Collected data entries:
[Start of section]
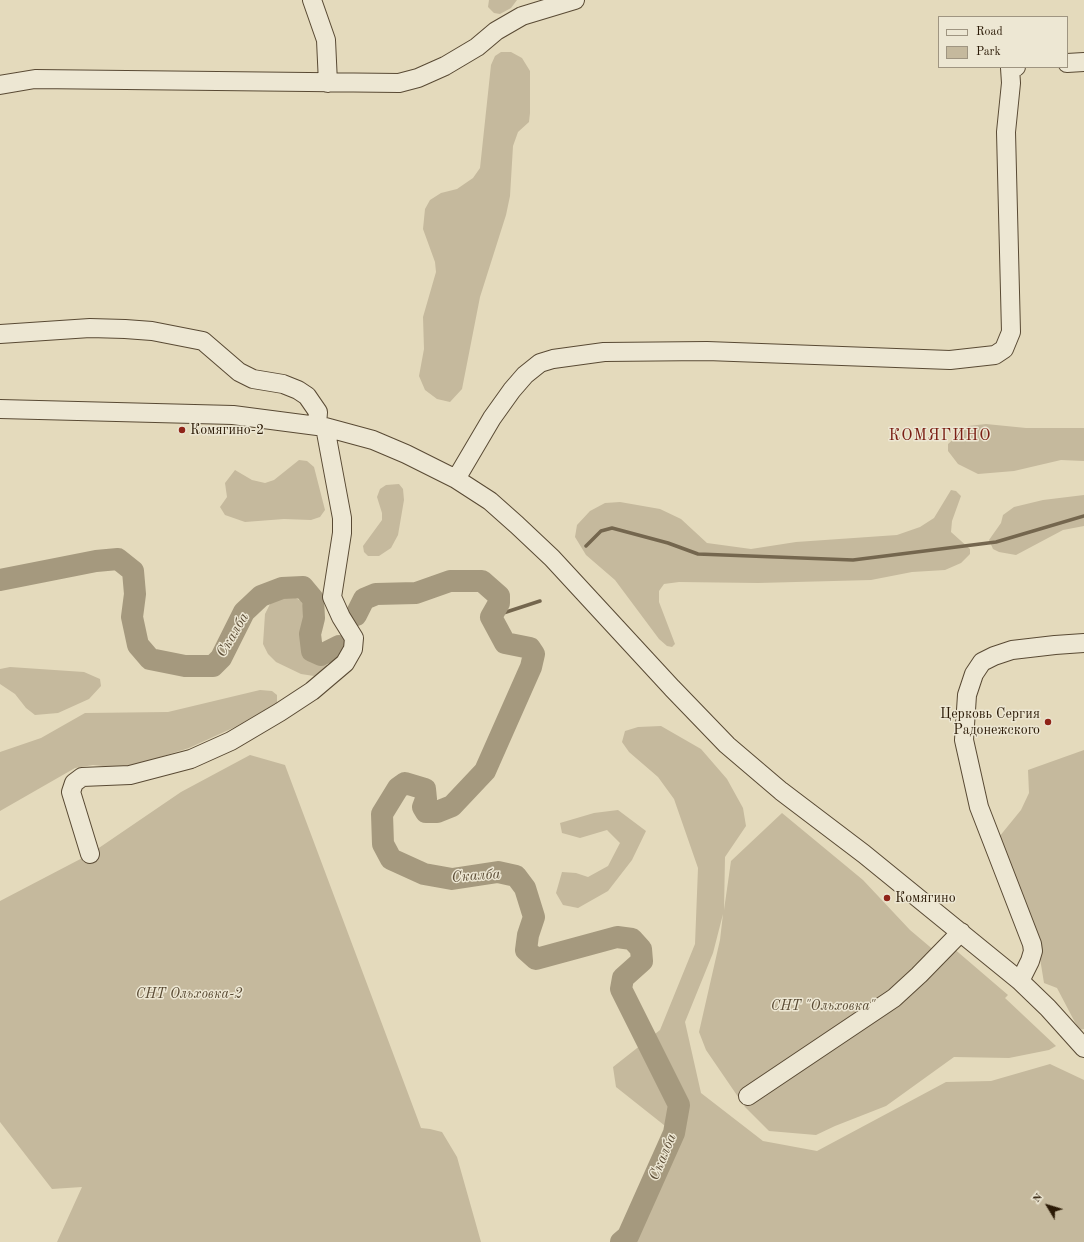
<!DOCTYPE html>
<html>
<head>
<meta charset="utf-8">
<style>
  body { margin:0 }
  #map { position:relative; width:1084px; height:1242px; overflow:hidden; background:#e4dabc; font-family:"Old Standard TT",serif }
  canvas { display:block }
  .legend { position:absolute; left:938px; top:16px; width:130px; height:52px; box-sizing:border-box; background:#ede7d3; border:1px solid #9f9581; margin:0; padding:5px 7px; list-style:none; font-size:12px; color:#2b1a06 }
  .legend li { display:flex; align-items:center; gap:8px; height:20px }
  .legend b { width:20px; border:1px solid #9f9581 }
  .north { position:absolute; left:1028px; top:1186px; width:40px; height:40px; -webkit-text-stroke:3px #ede7d3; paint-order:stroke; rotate:308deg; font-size:11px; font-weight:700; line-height:16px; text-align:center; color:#2b1a06 }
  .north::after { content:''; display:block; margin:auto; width:14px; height:18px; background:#2b1a06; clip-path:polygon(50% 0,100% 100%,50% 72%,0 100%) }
</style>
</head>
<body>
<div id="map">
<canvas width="1084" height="1242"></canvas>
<ul class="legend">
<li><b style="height:5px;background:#ede7d3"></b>Road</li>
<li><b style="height:11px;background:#c5b99d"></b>Park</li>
</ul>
<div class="north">N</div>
</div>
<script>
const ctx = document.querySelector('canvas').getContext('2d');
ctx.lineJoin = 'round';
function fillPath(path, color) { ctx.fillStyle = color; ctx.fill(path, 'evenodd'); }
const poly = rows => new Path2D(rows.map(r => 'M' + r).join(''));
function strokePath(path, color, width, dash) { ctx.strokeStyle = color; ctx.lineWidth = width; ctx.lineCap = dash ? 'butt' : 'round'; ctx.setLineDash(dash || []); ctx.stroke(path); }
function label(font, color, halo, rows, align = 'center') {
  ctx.font = font + ' "Old Standard TT",serif'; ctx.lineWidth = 3; ctx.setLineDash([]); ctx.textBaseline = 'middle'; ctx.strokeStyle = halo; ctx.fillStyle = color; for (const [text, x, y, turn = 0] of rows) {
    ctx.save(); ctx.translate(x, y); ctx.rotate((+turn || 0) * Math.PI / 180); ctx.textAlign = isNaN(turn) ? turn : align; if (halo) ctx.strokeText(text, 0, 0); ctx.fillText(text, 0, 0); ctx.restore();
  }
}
const green = poly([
  [489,0,517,0,511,8,500,14,494,13,488,7],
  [501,52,511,52,522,58,530,71,530,113,529,122,518,132,513,146,510,196,506,215,480,297,462,389,450,402,437,399,425,390,419,376,424,349,423,317,436,272,435,262,423,229,425,209,430,200,441,193,457,189,473,178,480,168,491,65,495,56],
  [986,424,1026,428,1084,428,1084,461,1061,460,1014,471,978,474,958,464,948,451,948,444,968,426],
  [299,460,307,461,314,467,325,510,320,517,311,520,284,519,245,522,225,515,220,507,227,497,225,483,235,470,252,480,265,483,274,480],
  [399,484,403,489,404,500,398,535,391,548,379,556,368,556,364,552,363,546,382,520,382,513,377,497,380,489,386,485],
  [951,490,956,491,961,496,952,521,951,532,970,549,970,554,961,563,945,570,912,572,871,580,758,583,679,582,664,584,659,591,659,602,675,644,672,647,667,646,659,639,615,580,586,555,575,537,577,525,590,511,605,503,620,502,660,509,681,519,707,543,751,549,796,542,897,535,920,527,934,518],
  [1084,495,1084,526,1063,530,1016,555,999,552,993,549,989,540,1001,523,1003,515,1014,507,1043,500],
  [282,595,292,596,301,601,305,610,307,620,303,645,307,655,311,659,325,661,328,668,322,674,314,676,301,674,276,662,268,654,263,644,265,614,272,600],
  [10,667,84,672,100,679,101,686,89,699,58,713,35,715,26,708,15,694,0,684,0,669],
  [260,690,272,691,277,695,277,703,235,727,189,748,132,766,112,767,93,765,75,768,0,811,0,752,41,738,85,713,168,712],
  [661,726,701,749,727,779,743,808,746,826,725,857,724,910,731,861,782,813,863,880,910,930,936,952,952,947,1008,995,1005,998,1056,1046,1049,1050,1009,1058,954,1057,886,1106,835,1126,816,1135,769,1131,745,1107,706,1050,699,1032,720,940,723,914,713,953,685,1022,701,1093,763,1141,817,1151,946,1082,991,1081,1050,1064,1084,1080,1084,1242,621,1242,628,1236,674,1133,616,1087,613,1067,660,1030,695,944,698,868,674,799,658,777,629,752,622,742,625,731,638,727],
  [1084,750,1084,1029,1079,1030,1057,988,1044,983,1038,946,999,837,1021,810,1029,793,1028,770],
  [250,755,285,765,421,1128,430,1129,442,1132,457,1157,481,1242,57,1242,82,1187,52,1189,0,1122,0,901,90,854,181,792],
  [618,810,646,831,632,860,608,891,578,908,563,905,556,893,562,872,576,873,588,877,608,866,620,843,607,830,580,838,562,833,560,823,594,813]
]);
const stream = poly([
  [586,546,601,531,612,528,668,543,698,554,853,560,996,542,1084,516],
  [491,617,540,601]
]);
const river = poly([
  [0,580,96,561,118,559,133,571,135,594,132,617,138,645,150,659,185,666,213,666,221,658,244,612,261,596,282,588,303,587,313,599,314,618,310,634,312,651,321,655,339,646],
  [356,615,364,599,376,594,416,593,450,581,482,581,499,596,499,603,491,617,505,643,530,648,534,654,531,667,485,771,452,806,437,812,426,812,423,807,426,799,425,789,405,783,398,788,382,814,383,844,391,859,424,874,452,879,498,872,516,876,525,888,534,917,528,935,526,950,536,959,617,937,632,939,641,949,642,961,623,978,621,989,679,1105,674,1133,628,1236,621,1242]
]);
const minor = poly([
  [312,0,326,40,328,83],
  [1067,63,1084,62],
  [0,85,35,79,399,83,418,78,445,66,477,47,496,31,522,16,575,0],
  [0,334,90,328,125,329,152,331,203,341,239,372,253,379,283,384,298,390,307,396,318,412,317,425],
  [0,409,233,415,325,427,373,440,406,454,456,479,490,501,517,525,552,558,672,688,727,745,781,791,864,854,1020,981,1048,1008,1084,1048],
  [456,479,492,418,512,390,525,375,540,363,553,359,604,352,707,351,950,360,995,355,1004,349,1011,332,1006,132,1011,83,1010,68,1016,67],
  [90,854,71,792,74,783,82,777,130,775,191,759,231,741,280,712,312,691,345,663,353,649,354,638,341,617,332,597,342,533,342,518,325,427],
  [1020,981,1030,961,1033,951,1032,944,979,807,964,740,967,695,974,674,982,662,994,656,1012,650,1055,645,1084,643],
  [748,1096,894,998,919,975,961,932]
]);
const markers = [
  [182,430,4,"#8f2418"],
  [1048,722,4,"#8f2418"],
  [887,898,4,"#8f2418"]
];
const poiNames = [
  ["Комягино-2",190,430],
  ["Церковь Сергия",1040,714,"right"],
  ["Радонежского",1040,730,"right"],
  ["Комягино",895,898]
];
const parkNames = [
  ["СНТ Ольховка-2",189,994],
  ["СНТ \"Ольховка\"",823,1006]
];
const waterNames = [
  ["Скалба",233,635,-59],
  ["Скалба",476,876,-4],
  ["Скалба",663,1157,-67]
];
const quarterNames = [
  ["КОМЯГИНО",940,436]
];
fillPath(green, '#c5b99d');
strokePath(stream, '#74664e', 3.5);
strokePath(river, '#a5997e', 22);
strokePath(minor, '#594a34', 20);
strokePath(minor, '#ede7d3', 18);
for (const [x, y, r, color] of markers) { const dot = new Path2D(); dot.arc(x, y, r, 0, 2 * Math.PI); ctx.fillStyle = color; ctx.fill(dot); strokePath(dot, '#ede7d3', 1.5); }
label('14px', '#2b1a06', '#ede7d3', poiNames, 'left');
label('italic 14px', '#594a33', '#ede7d3', parkNames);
label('italic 15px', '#5c4d36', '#ede7d3', waterNames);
ctx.letterSpacing = '1px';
label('16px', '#7a1f14', '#ede7d3', quarterNames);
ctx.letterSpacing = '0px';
</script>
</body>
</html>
[End of section]
* **TASK DIRECTIONS**
A single figure is all that is needed: the number of lines above that contain the string "setLineDash".

* **ANSWER SPACE**
2